_TRY IT_:
In your copy, include no images and return each entry exactly as written.

_PROVIDED ENTRIES_:
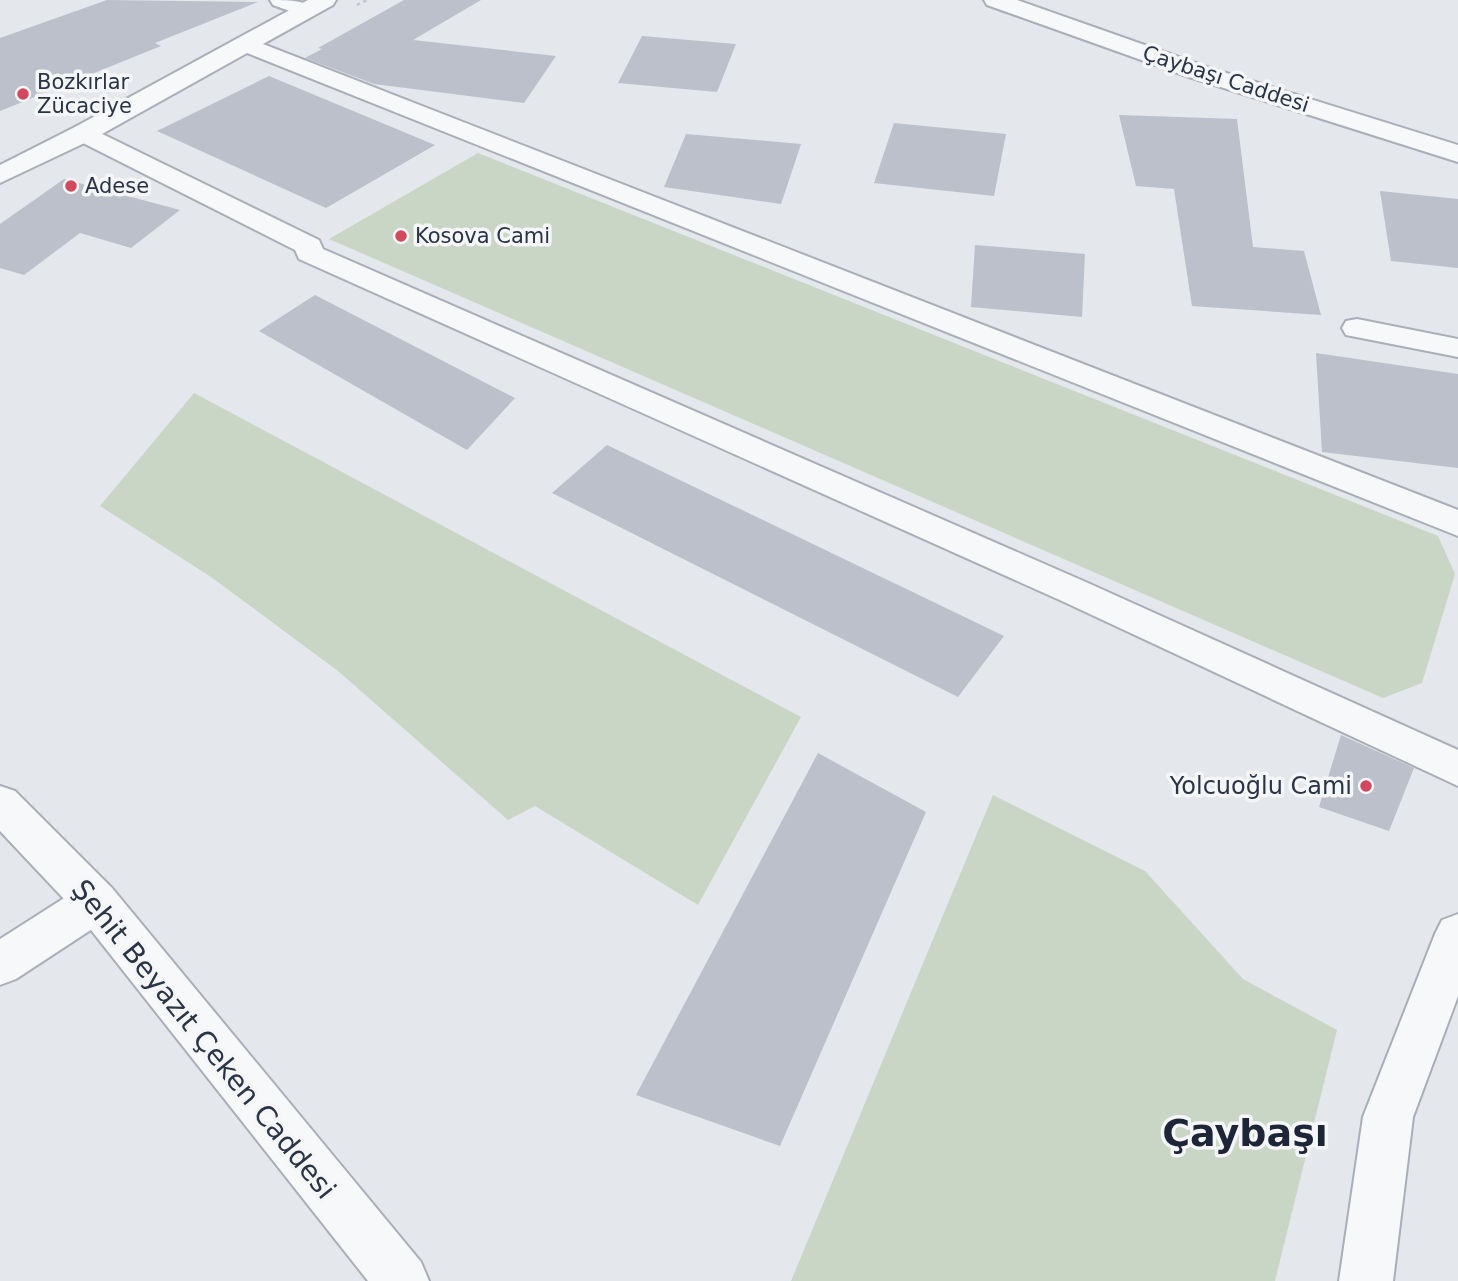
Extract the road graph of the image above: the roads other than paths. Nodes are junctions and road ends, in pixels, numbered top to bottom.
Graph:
1 (281, 0) edge
2 (995, 0) edge
3 (316, 5) edge
4 (245, 44) junction
5 (84, 133) junction
6 (1458, 154) edge
7 (4, 175) edge
8 (1357, 328) dead end
9 (1458, 348) edge
10 (1458, 524) edge
11 (1458, 769) edge
12 (0, 803) edge
13 (96, 902) junction
14 (1458, 934) edge
15 (0, 964) edge
16 (401, 1281) edge
17 (1366, 1281) edge

1 - 3 street
2 - 6 street, Çaybaşı Caddesi
3 - 4 street
4 - 5 street
4 - 10 street
5 - 7 street
5 - 11 street
8 - 9 street
12 - 13 street, Şehit Beyazıt Çeken Caddesi
13 - 15 street
13 - 16 street, Şehit Beyazıt Çeken Caddesi
14 - 17 street

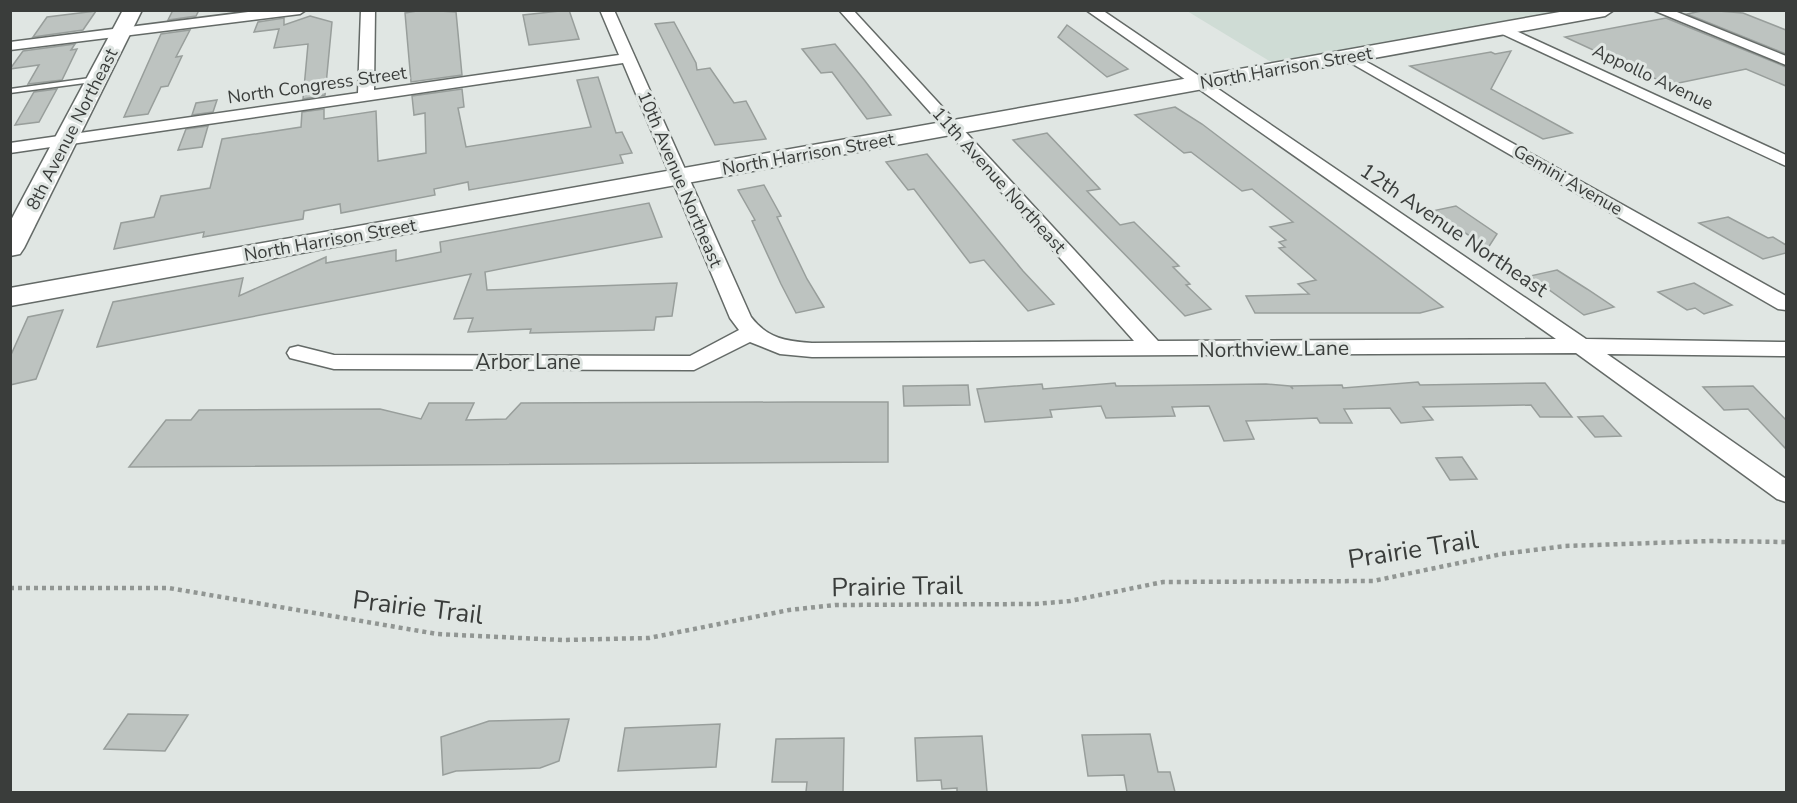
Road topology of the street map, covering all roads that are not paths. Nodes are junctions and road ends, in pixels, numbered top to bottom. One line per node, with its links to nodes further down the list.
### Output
1 (133, 10): 10 (street, 8th Avenue Northeast)
2 (300, 10): 10 (street)
3 (368, 10): 18 (street)
4 (607, 10): 13 (street, 10th Avenue Northeast)
5 (845, 10): 19 (street, 11th Avenue Northeast)
6 (1092, 10): 16 (street, 12th Avenue Northeast)
7 (1605, 10): 9 (street, North Harrison Street)
8 (1659, 10): 14 (street)
9 (1503, 29): 12 (street, North Harrison Street); 22 (street, Appollo Avenue)
10 (122, 32): 11 (street); 15 (street, 8th Avenue Northeast)
11 (10, 46)
12 (1349, 56): 16 (street, North Harrison Street); 27 (street, Gemini Avenue)
13 (628, 58): 18 (street, North Congress Street); 23 (street, 10th Avenue Northeast)
14 (1786, 61)
15 (97, 79): 17 (lane); 20 (street, 8th Avenue Northeast)
16 (1196, 84): 19 (street, North Harrison Street); 29 (street, 12th Avenue Northeast)
17 (10, 91)
18 (366, 97): 20 (street, North Congress Street)
19 (952, 128): 23 (street, North Harrison Street); 31 (street, 11th Avenue Northeast)
20 (66, 140): 21 (street, North Congress Street); 24 (street, 8th Avenue Northeast)
21 (10, 148)
22 (1786, 161)
23 (678, 177): 26 (street, North Harrison Street); 28 (street, 10th Avenue Northeast)
24 (19, 217): 25 (street, 8th Avenue Northeast)
25 (10, 248)
26 (10, 297)
27 (1786, 304)
28 (756, 337): 31 (street, Northview Lane); 32 (street, Arbor Lane)
29 (1579, 345): 30 (street, Northview Lane); 31 (street, Northview Lane); 33 (street, 12th Avenue Northeast)
30 (1786, 349)
31 (1154, 350)
32 (298, 353)
33 (1786, 492)

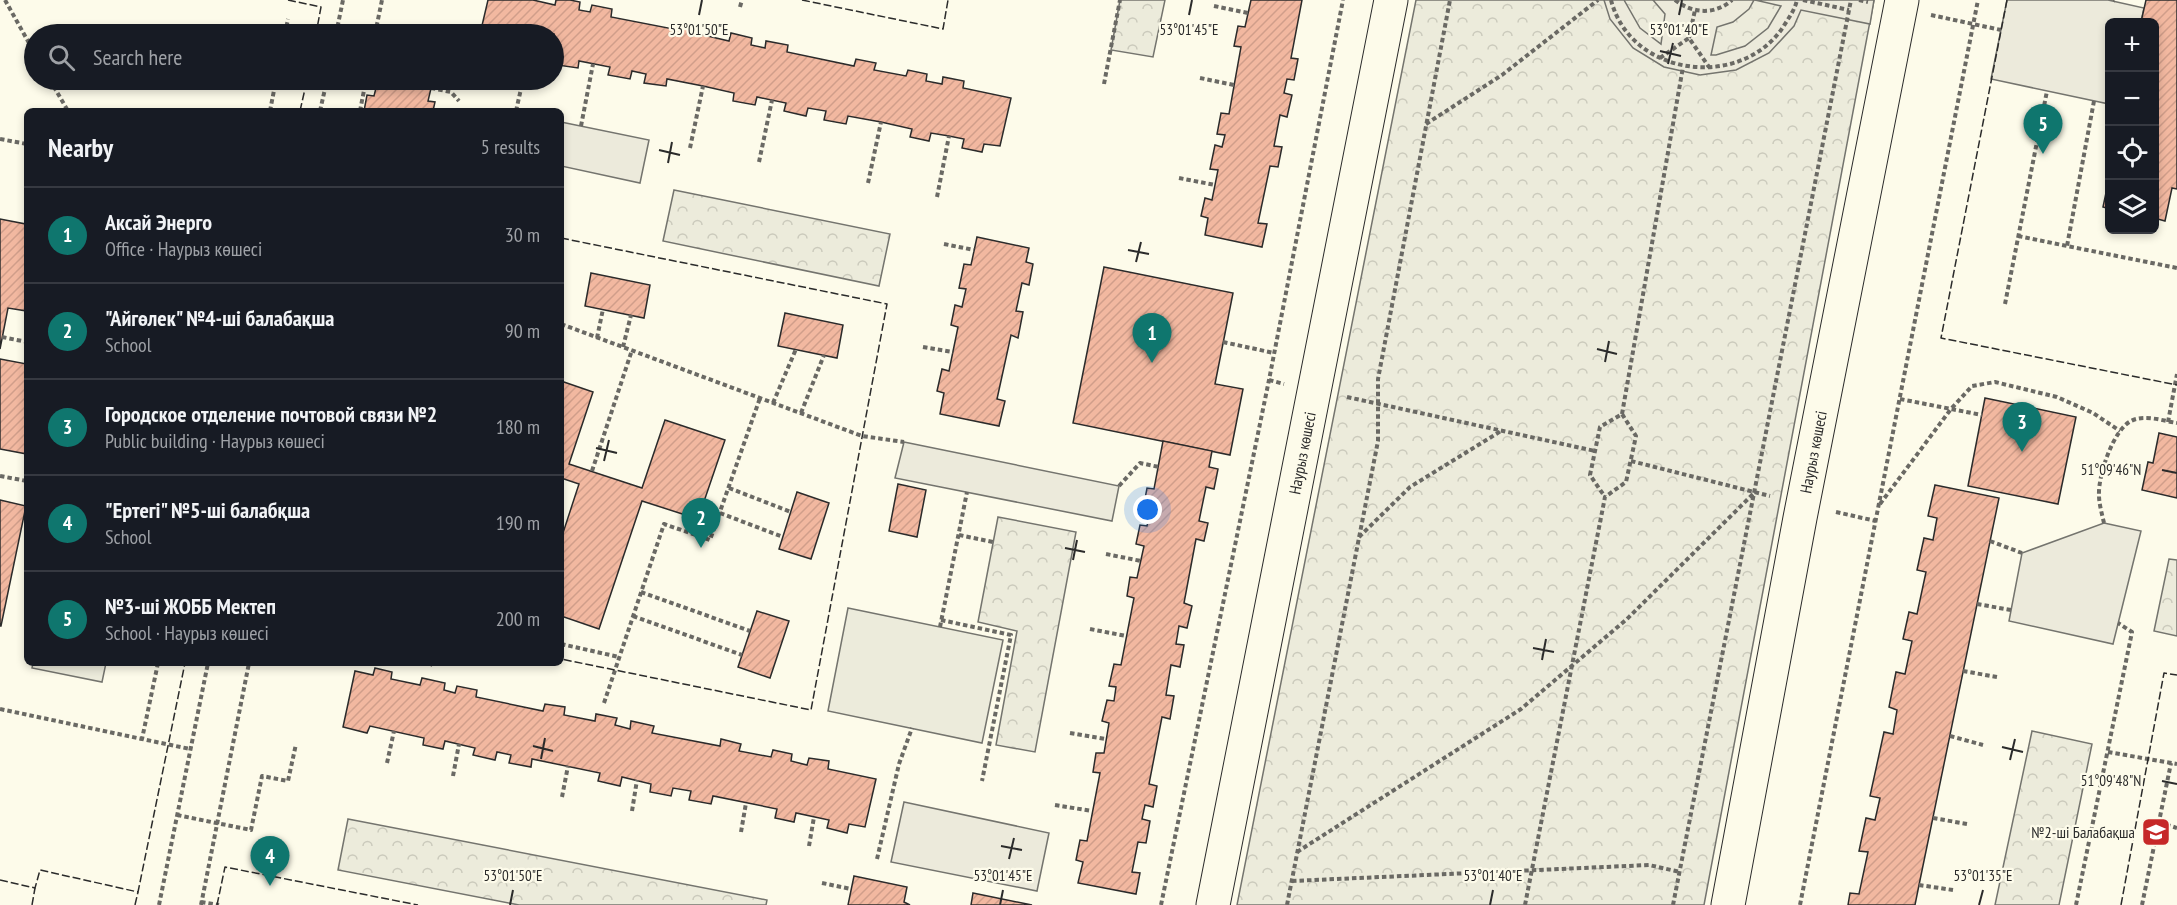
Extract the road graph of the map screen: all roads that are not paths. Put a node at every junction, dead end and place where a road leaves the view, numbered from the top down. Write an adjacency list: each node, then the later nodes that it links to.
1 (1391, 0): 3 (street, Наурыз көшесі)
2 (1902, 0): 4 (street, Наурыз көшесі)
3 (1213, 905)
4 (1728, 905)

_SOLVED EXERCISE_:
Extract the road graph of the image above: the roads other than paths. Nodes are junctions and road ends, in pixels, numbered top to bottom.
Graph:
1 (281, 0) edge
2 (995, 0) edge
3 (316, 5) edge
4 (245, 44) junction
5 (84, 133) junction
6 (1458, 154) edge
7 (4, 175) edge
8 (1357, 328) dead end
9 (1458, 348) edge
10 (1458, 524) edge
11 (1458, 769) edge
12 (0, 803) edge
13 (96, 902) junction
14 (1458, 934) edge
15 (0, 964) edge
16 (401, 1281) edge
17 (1366, 1281) edge

1 - 3 street
2 - 6 street, Çaybaşı Caddesi
3 - 4 street
4 - 5 street
4 - 10 street
5 - 7 street
5 - 11 street
8 - 9 street
12 - 13 street, Şehit Beyazıt Çeken Caddesi
13 - 15 street
13 - 16 street, Şehit Beyazıt Çeken Caddesi
14 - 17 street

Road topology of the street map, covering all roads that are not paths. Nodes are junctions and road ends, in pixels, numbered top to bottom. One line per node, with its links to nodes further down the list.
### Output
1 (133, 10): 10 (street, 8th Avenue Northeast)
2 (300, 10): 10 (street)
3 (368, 10): 18 (street)
4 (607, 10): 13 (street, 10th Avenue Northeast)
5 (845, 10): 19 (street, 11th Avenue Northeast)
6 (1092, 10): 16 (street, 12th Avenue Northeast)
7 (1605, 10): 9 (street, North Harrison Street)
8 (1659, 10): 14 (street)
9 (1503, 29): 12 (street, North Harrison Street); 22 (street, Appollo Avenue)
10 (122, 32): 11 (street); 15 (street, 8th Avenue Northeast)
11 (10, 46)
12 (1349, 56): 16 (street, North Harrison Street); 27 (street, Gemini Avenue)
13 (628, 58): 18 (street, North Congress Street); 23 (street, 10th Avenue Northeast)
14 (1786, 61)
15 (97, 79): 17 (lane); 20 (street, 8th Avenue Northeast)
16 (1196, 84): 19 (street, North Harrison Street); 29 (street, 12th Avenue Northeast)
17 (10, 91)
18 (366, 97): 20 (street, North Congress Street)
19 (952, 128): 23 (street, North Harrison Street); 31 (street, 11th Avenue Northeast)
20 (66, 140): 21 (street, North Congress Street); 24 (street, 8th Avenue Northeast)
21 (10, 148)
22 (1786, 161)
23 (678, 177): 26 (street, North Harrison Street); 28 (street, 10th Avenue Northeast)
24 (19, 217): 25 (street, 8th Avenue Northeast)
25 (10, 248)
26 (10, 297)
27 (1786, 304)
28 (756, 337): 31 (street, Northview Lane); 32 (street, Arbor Lane)
29 (1579, 345): 30 (street, Northview Lane); 31 (street, Northview Lane); 33 (street, 12th Avenue Northeast)
30 (1786, 349)
31 (1154, 350)
32 (298, 353)
33 (1786, 492)

Extract the road graph of the map screen: all roads that are not paths. Put a node at every junction, dead end and place where a road leaves the view, numbered from the top down. Write an adjacency list: each node, then the later nodes that it links to.
1 (1391, 0): 3 (street, Наурыз көшесі)
2 (1902, 0): 4 (street, Наурыз көшесі)
3 (1213, 905)
4 (1728, 905)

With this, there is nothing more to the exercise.